[Start of section]

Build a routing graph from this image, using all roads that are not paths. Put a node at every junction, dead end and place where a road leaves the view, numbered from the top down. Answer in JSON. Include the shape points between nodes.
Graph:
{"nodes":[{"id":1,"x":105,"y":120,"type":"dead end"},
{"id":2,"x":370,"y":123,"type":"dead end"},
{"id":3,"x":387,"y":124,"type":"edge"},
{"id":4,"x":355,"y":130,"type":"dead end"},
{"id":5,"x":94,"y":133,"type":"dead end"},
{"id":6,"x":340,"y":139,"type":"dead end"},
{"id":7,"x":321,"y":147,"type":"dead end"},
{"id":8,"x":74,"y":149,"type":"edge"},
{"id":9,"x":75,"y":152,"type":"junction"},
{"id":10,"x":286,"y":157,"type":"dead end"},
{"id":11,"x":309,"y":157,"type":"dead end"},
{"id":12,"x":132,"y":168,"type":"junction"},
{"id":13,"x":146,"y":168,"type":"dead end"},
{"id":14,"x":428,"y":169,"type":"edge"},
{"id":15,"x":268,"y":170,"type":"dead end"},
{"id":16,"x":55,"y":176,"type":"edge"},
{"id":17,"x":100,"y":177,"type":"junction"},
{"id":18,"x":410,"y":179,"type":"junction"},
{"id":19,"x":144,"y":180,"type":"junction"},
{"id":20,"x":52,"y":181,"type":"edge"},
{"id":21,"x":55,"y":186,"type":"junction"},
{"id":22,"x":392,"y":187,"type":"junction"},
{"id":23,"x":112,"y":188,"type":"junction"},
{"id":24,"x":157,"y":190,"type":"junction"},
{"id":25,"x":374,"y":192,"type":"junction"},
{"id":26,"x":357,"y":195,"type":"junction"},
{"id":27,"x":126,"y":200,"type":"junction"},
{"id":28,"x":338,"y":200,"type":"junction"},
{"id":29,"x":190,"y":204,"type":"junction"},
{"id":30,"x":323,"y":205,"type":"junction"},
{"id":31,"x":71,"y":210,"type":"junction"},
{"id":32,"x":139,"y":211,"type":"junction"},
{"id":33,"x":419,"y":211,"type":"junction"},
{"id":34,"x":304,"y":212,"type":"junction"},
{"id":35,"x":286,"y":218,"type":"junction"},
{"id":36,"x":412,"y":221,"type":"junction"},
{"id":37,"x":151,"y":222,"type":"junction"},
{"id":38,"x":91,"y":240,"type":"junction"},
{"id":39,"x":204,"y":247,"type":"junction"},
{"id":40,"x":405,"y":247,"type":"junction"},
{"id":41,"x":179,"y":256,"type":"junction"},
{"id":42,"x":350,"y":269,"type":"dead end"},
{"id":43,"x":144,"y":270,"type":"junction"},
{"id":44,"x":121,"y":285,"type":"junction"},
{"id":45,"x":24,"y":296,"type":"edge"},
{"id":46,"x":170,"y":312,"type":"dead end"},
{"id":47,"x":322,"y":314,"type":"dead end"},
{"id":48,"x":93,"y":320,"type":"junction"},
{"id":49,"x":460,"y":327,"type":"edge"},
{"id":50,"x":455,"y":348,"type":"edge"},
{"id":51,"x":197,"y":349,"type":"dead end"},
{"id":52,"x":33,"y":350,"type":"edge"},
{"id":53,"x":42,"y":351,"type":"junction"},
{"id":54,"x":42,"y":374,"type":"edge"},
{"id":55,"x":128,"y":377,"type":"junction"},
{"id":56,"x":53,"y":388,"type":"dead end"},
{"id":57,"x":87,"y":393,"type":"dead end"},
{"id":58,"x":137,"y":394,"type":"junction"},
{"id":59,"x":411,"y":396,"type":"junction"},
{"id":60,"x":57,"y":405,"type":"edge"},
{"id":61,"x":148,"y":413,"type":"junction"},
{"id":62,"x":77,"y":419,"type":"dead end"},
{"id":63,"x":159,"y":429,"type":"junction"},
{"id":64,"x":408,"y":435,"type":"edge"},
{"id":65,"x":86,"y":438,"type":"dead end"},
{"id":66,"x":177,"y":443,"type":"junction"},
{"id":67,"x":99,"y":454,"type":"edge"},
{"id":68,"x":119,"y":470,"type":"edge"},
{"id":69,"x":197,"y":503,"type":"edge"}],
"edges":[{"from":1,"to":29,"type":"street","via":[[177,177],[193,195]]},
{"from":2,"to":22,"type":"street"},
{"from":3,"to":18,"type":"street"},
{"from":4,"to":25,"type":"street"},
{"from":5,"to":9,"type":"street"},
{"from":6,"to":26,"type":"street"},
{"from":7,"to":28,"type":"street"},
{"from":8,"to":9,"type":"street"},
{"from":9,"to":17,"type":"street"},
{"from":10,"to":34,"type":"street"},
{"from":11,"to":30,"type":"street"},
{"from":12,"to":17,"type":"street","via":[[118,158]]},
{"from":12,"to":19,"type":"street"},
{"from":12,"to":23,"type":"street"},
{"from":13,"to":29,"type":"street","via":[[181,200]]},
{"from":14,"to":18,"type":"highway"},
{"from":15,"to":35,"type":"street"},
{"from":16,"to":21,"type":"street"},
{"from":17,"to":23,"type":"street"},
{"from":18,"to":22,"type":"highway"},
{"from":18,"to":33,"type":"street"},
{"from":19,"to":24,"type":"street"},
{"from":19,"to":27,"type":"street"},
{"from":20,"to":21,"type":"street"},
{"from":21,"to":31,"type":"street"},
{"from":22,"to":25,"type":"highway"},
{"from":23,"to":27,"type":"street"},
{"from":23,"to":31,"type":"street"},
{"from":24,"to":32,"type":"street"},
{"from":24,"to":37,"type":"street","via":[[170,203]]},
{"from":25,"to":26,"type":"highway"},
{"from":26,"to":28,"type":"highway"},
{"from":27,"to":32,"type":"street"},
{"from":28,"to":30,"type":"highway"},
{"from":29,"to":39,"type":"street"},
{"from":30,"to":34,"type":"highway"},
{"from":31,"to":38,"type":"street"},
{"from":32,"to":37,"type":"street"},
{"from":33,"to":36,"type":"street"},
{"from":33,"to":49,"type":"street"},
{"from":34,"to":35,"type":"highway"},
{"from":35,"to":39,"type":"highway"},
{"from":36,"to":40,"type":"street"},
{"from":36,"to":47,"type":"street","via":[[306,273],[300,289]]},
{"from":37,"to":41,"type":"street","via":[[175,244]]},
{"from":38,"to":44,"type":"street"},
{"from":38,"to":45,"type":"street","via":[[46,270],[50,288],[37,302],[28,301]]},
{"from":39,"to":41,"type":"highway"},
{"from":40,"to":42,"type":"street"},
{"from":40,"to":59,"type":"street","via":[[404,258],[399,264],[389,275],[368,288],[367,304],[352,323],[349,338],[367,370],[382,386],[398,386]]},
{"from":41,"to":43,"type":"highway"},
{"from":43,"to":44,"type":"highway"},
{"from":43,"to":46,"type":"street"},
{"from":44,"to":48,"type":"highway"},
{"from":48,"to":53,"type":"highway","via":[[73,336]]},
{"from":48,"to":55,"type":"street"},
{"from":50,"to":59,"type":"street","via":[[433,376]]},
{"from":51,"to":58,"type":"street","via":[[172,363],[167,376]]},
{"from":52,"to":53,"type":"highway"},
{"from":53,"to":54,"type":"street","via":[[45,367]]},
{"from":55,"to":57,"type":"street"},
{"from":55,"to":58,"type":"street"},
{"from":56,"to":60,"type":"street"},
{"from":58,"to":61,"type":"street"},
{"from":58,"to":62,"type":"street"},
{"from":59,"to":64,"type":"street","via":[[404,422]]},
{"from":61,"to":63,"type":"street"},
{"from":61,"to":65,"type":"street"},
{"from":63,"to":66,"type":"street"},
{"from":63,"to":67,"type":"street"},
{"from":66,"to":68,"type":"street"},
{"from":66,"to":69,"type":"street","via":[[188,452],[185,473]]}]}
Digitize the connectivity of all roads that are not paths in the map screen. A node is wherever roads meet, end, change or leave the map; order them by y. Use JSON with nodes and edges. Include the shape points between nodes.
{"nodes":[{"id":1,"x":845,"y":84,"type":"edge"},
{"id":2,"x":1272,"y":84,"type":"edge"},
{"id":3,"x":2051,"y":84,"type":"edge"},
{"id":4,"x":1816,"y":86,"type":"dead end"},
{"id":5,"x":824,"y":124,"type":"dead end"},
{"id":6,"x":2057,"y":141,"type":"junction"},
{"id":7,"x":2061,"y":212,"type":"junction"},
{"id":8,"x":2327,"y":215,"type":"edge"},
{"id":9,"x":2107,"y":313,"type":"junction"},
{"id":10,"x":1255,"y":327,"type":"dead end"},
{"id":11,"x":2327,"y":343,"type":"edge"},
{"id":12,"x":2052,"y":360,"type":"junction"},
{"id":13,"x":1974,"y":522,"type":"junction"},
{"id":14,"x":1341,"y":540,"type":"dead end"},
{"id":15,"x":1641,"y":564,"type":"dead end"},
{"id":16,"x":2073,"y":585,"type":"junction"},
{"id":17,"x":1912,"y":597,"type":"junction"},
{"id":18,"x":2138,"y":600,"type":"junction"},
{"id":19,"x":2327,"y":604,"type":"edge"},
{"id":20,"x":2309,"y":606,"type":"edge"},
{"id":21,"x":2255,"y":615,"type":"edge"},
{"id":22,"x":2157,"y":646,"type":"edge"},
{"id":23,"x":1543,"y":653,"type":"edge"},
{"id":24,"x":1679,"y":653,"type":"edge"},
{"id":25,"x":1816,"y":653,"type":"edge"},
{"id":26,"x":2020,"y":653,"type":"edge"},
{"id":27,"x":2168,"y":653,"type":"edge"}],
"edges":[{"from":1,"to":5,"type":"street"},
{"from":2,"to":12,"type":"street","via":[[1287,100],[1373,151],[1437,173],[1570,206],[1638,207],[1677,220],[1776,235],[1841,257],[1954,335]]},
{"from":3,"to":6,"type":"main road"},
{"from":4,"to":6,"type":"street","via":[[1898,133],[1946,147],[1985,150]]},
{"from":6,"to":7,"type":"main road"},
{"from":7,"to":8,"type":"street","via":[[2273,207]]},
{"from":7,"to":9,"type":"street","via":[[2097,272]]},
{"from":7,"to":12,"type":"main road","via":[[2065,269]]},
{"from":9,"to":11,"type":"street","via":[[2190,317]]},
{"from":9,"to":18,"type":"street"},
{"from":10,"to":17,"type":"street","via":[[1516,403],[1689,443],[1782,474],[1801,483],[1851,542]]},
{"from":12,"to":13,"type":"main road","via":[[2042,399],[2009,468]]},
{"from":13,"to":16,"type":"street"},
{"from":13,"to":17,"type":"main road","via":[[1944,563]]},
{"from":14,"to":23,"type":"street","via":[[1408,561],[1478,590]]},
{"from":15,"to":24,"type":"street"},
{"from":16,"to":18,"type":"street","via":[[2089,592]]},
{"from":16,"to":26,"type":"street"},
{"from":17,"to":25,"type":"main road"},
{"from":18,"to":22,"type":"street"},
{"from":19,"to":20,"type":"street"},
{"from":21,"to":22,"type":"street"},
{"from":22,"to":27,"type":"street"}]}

[End of section]

● **Action item**:
After reading through the material, report every line that holds "Include".

● **Answer for the task**:
Build a routing graph from this image, using all roads that are not paths. Put a node at every junction, dead end and place where a road leaves the view, numbered from the top down. Answer in JSON. Include the shape points between nodes.
Digitize the connectivity of all roads that are not paths in the map screen. A node is wherever roads meet, end, change or leave the map; order them by y. Use JSON with nodes and edges. Include the shape points between nodes.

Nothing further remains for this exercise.